Dataset items »

-------

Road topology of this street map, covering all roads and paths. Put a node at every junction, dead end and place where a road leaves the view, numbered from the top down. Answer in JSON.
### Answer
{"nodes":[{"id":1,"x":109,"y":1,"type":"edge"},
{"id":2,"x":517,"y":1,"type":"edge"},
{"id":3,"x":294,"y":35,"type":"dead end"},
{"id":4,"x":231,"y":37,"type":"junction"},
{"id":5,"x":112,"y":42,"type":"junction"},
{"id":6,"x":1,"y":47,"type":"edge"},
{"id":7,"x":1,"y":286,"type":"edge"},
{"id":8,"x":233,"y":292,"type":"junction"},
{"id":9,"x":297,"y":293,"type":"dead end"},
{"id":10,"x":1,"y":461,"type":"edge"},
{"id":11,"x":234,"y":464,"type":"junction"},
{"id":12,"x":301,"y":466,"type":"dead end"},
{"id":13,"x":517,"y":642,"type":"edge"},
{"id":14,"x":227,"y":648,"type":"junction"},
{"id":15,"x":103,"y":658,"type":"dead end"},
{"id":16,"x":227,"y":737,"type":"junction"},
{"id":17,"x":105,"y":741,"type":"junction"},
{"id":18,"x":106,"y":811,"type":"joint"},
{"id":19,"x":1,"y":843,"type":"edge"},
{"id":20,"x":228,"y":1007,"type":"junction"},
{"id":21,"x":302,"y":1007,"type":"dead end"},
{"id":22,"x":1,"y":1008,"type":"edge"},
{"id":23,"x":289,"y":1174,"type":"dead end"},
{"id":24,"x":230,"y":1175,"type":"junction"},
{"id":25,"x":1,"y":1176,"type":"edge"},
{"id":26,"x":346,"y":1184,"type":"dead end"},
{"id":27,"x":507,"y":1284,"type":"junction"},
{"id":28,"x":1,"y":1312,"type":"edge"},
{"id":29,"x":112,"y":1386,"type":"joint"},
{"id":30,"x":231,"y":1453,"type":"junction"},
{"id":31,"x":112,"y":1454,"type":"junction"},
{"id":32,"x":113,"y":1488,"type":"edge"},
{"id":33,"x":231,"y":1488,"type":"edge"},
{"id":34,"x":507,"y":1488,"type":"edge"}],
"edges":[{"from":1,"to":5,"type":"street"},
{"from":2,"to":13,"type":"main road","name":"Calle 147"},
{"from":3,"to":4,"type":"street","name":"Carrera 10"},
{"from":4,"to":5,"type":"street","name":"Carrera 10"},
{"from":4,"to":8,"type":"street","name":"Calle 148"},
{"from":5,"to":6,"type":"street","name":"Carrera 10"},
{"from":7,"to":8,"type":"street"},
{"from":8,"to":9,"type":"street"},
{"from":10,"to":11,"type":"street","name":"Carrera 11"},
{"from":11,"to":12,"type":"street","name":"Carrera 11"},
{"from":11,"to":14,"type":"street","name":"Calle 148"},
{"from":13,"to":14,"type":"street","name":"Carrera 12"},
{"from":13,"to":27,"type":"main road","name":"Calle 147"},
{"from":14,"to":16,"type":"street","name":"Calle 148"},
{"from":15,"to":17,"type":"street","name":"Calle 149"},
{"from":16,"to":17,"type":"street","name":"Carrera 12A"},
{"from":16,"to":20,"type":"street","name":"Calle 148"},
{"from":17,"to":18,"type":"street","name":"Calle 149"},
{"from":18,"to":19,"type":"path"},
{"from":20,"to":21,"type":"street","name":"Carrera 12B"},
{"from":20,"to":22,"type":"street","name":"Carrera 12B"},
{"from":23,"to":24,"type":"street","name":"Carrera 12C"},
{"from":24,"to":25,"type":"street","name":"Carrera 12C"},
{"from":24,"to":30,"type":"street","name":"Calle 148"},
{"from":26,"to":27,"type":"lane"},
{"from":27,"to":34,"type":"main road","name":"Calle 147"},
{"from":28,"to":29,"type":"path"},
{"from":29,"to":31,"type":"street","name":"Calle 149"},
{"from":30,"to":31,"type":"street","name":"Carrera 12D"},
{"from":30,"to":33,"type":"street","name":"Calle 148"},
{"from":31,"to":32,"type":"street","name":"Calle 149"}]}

-------

Exercise » Say how many lines in the entries above contain the string "main", offering no other words.

Task result » 3